A task force is now supposedly identifying locations for these towns, and think tank Centre for Cities has suggested Chelsfield as a so-called “obvious” location due to its proximity to London.
This would see between 10,000 to 25,000 homes forced onto the community, with nowhere near enough infrastructure to deal with it.
In my constituency, it’s not just Chelsfield that is under threat.
A couple of miles up the road in St Mary Cray, a developer has begun an exercise with local people, showcasing a potential housing development of approximately 350 units that they want to build on farming land.
As things stand, no planning application has yet been submitted for this proposal, but make no mistake, a development of this nature will fundamentally change the look and feel of the area and would open the floodgates to more and more development on our precious green belt.
Regrettably, actions from the government and the Mayor of London are exacerbating this threat.
Angela Rayner wants to remove decision-making powers from local councillors on all planning applications apart from the very largest ones.
If this happens, local people will no longer have a say through their elected councillors who know their areas well.
Furthermore, councillors would lose the right to “call in” contentious applications so they can be properly scrutinised.

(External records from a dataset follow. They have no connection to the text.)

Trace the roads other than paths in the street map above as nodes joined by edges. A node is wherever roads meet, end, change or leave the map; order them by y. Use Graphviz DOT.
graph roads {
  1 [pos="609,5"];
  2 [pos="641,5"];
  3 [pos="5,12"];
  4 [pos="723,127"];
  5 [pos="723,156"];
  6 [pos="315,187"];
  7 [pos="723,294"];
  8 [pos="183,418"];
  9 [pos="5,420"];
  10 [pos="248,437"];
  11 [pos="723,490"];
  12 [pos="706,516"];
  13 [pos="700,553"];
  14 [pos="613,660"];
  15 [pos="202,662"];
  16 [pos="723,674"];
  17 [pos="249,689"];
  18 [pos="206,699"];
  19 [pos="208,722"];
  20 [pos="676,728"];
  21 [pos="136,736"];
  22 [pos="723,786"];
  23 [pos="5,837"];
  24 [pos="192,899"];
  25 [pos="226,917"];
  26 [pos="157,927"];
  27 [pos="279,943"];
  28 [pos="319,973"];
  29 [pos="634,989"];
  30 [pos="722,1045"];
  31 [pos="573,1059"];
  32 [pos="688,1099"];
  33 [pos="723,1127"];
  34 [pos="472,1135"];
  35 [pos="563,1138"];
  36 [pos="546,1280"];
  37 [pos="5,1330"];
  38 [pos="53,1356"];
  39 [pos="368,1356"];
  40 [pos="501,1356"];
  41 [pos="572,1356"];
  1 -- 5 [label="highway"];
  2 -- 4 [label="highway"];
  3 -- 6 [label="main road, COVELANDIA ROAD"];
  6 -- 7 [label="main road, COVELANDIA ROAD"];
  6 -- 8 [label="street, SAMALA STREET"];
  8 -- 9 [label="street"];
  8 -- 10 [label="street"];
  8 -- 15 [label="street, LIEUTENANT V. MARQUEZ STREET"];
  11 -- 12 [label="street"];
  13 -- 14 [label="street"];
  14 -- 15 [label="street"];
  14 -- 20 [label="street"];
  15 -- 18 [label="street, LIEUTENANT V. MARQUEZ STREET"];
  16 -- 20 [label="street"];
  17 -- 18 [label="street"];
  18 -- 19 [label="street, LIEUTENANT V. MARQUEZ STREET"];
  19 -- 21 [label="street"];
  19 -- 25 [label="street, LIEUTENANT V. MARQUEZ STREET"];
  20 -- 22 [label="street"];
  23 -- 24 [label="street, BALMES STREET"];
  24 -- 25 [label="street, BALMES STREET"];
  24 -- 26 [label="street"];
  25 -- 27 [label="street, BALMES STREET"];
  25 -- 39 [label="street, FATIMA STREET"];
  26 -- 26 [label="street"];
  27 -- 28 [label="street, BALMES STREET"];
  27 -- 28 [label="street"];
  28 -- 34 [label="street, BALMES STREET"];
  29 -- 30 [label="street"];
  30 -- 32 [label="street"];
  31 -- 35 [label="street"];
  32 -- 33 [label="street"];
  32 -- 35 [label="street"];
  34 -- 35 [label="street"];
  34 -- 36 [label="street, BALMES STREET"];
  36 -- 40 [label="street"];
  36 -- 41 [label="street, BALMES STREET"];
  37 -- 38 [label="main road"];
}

This will make it easier to concrete over our green belt land, in areas like Chelsfield, St Mary Cray and many other places, and I am doing my best to fight it.
The Mayor of London, who despite his previous promises to protect the green belt, has now announced that he wants to explore building on it.
Sadiq Khan said that the rules which protect green belt land from development are “wrong” and “out of touch”.
The government needs to stop, listen, and rethink this malicious madness.
Of course, they should be building new homes—and they should begin with the many thousands of planning permissions which have already been granted, but not been built yet.
There are currently 300,000 of these, according to the Campaign to Protect Rural England (CPRE).
Next, they should concentrate on the vast areas of brownfield land that haven’t been built on yet.
Again, the CPRE have analysed local authority land registers and have identified a substantial amount of brownfield land available, with a capacity for over 1.2 million new homes.
But they should leave our green belt alone.
It is what makes areas such as Orpington special to live, work and grow up in.
Concreting over it would be a disaster for our communities and we will never get it back.